The Deputy should go back to the forest.

I want to ask the Minister, and all Deputies—

This is outrageous. The Deputy may not ask all Deputies.

—whether, in the light of this incident, it is time the Dáil reconsidered the wisdom of taking court administration away from ministerial responsibility.

This is a disgrace.

It is not a disgrace. Whether the Minister is giving an adequate answer or not, in a few months' time we will not even have this opportunity.

For God's sake.

The Deputy is deliberately wasting time.

(Mayo): Does the Minister not believe his handling of this case has been pathetic? Does he not realise that there was a six day gap between the time he became aware of this case and the time he asked the county registrar to investigate it? Does the Minister not accept there was a gap of almost six weeks between the time he became aware of the case and the time the decision was made by him to seek a judicial review?

In relation to my earlier point about him washing his hands of responsibility for signing the body warrant, the Minister, in the midst of the most controversial judicial case in the State's history, came to the House without the answer to a basic question. Does he not realise a superintendent, an inspector of the Garda Síochána or a prison officer may sign the body warrant? Why did he not establish who that individual was before coming to the House?

I would like to ask a brief question.

Three Members are offering and we have already passed the time for the Adjournment. I call the Minister to reply.

I represent the constituency in which this tragedy occurred and I have direct knowledge of the matter. I would like to ask a question.

I know you would, Deputy, and so would Deputies Gormley and Conor Lenihan.

The Minister would have answered my question by now.

Of course he would, and he would have answered questions from Deputies Gormley and Conor Lenihan. Standing Order 21 rules that the House interrupts business at 4.45 p.m.

There have been many interruptions.

There have. If there had not been so many interruptions and if Members had taken their turn everyone would have been facilitated.

May I briefly put this point to the Minister? The Chair has allowed the House to be fillibustered.

And made no comment on it.

I did not allow a fillibuster. The Deputy is wrong and I resent his comment.

This is pathetic.

If Deputy Rabbitte does not resume his seat it is my intention to suspend the sitting until Tuesday 20 April.

I reject Deputy Higgins's allegation that my behaviour has been anything other than correct. I do not accept that my performance has been pathetic. I believe I have behaved with total decorum since I first learned of this matter and the record bears that out. I do not regard myself as having been involved in any undue delay.

Six days. There are different standards.

The moment I heard of this matter I was very concerned and I agreed with the Attorney General that he should inform the Chief Justice.

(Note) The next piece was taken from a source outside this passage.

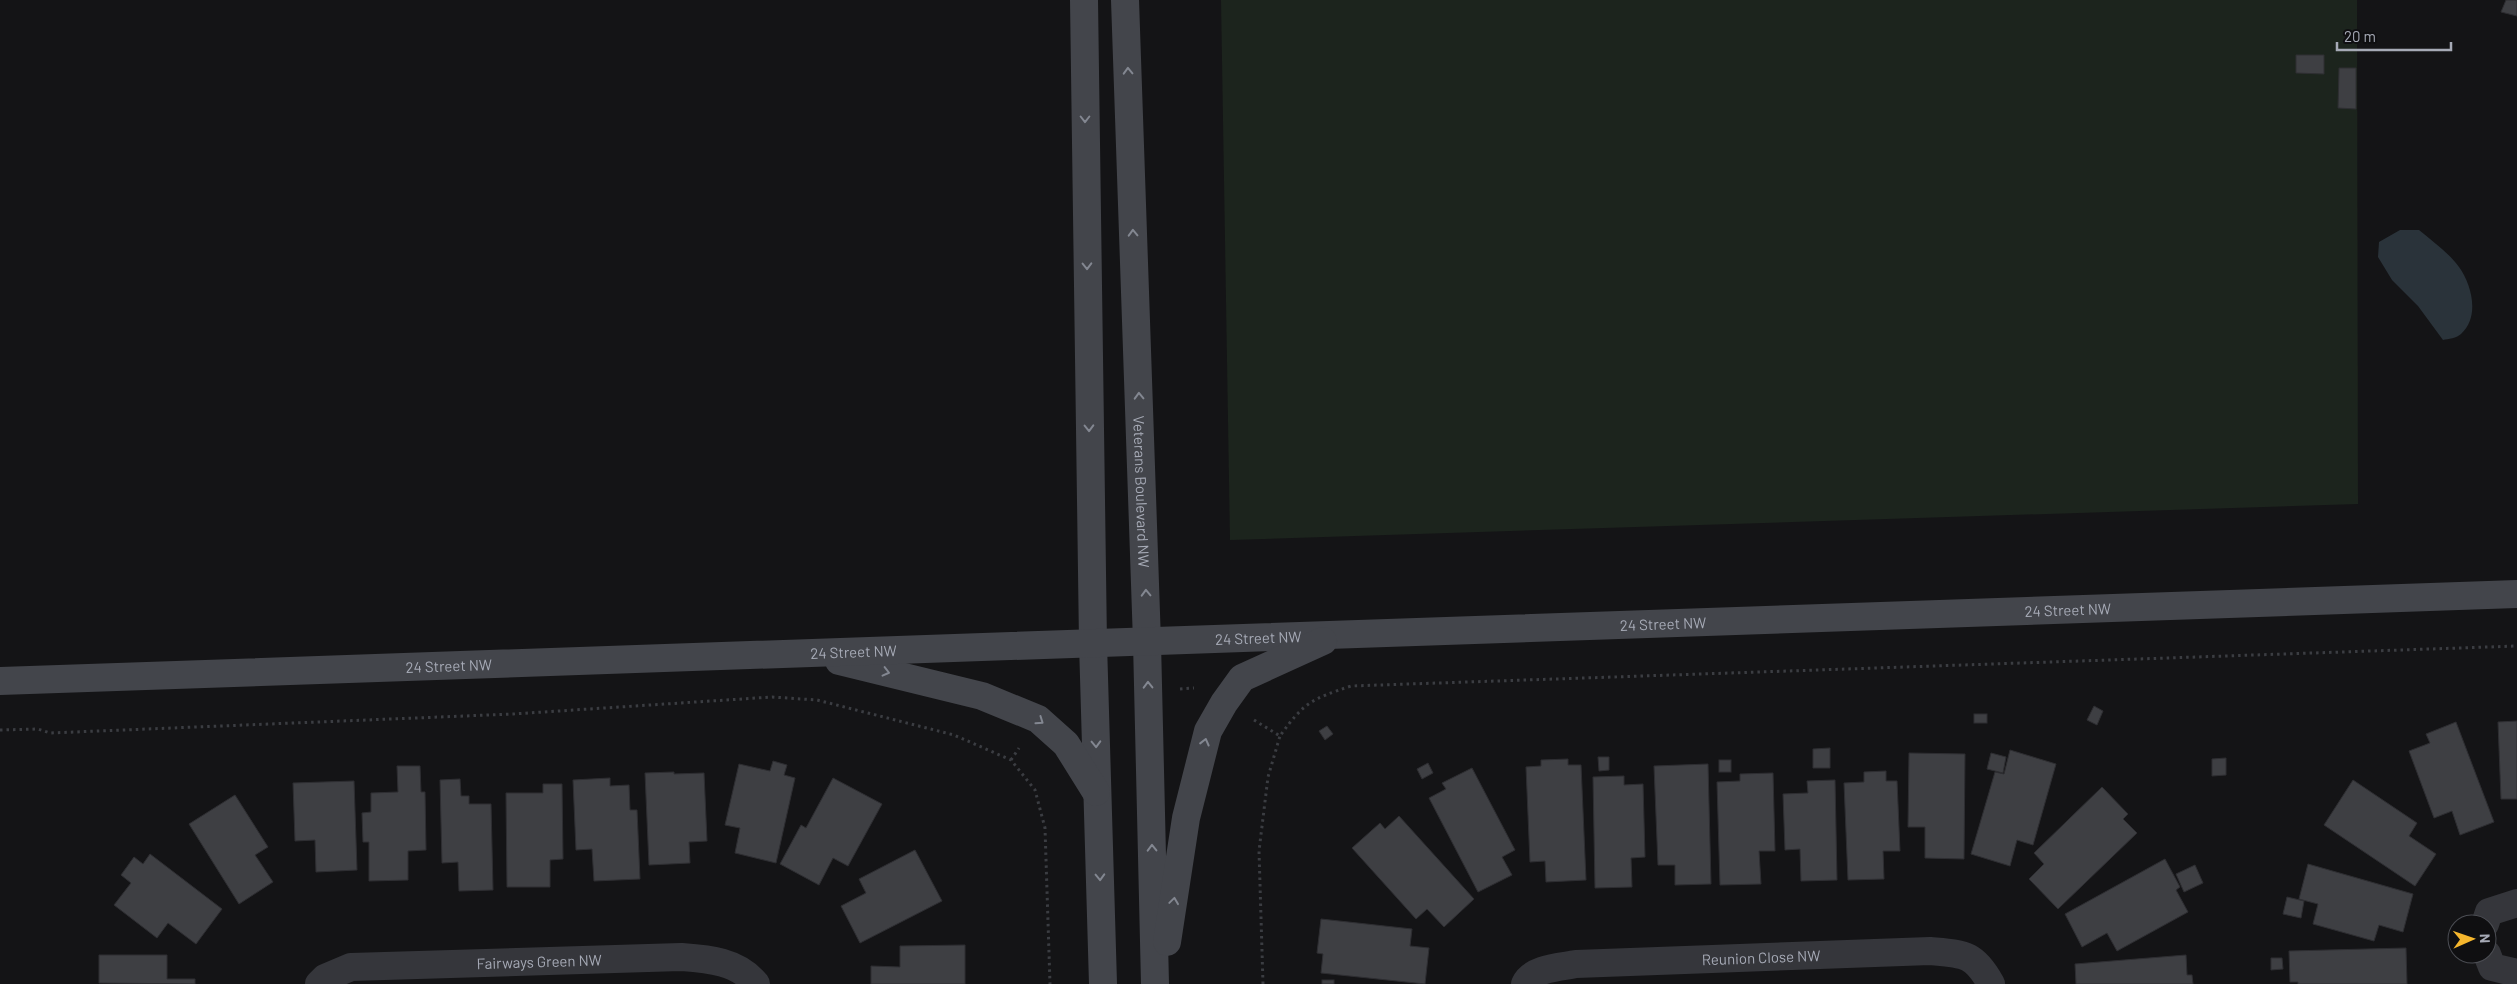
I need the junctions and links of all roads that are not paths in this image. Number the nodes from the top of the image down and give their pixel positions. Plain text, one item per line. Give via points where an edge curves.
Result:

Why did the Minister hide the matter from the House?

I asked the Secretary General of my Department the following day to contact the Garda Commissioner.

Why did the Minister not say this in his reply to my parliamentary question?

There was, of course, an intervening weekend about which Deputies are conveniently forgetting, between 10 and 16 February.

The Minister received a detailed letter from me on 15 February.

He got a parliamentary question from me.

Having discussed the matter further with the Secretary General, we immediately contacted the county registrar. With regard to the query raised by Deputy Roche, my officials have confirmed that the Chief Justice has in his possession for consideration a copy of the report of the working group on the courts commission which recommends the establishment of a committee to consider the question of setting up a judicial body to deal with judicial ethics.

Deputy Roche will get ten out of ten for this.

The Minister has made a bags of this. He has no sense of the seriousness of the matter.

I am trying to act to the best of my ability within constitutional parameters. I am anxious that all the truth will come out and no disrespect is intended to this House. I want to ensure I act fairly, and I will do so. That is how I do business.

On a point of order, would the Minister allow a quick intervention.

The Minister has no say in the matter.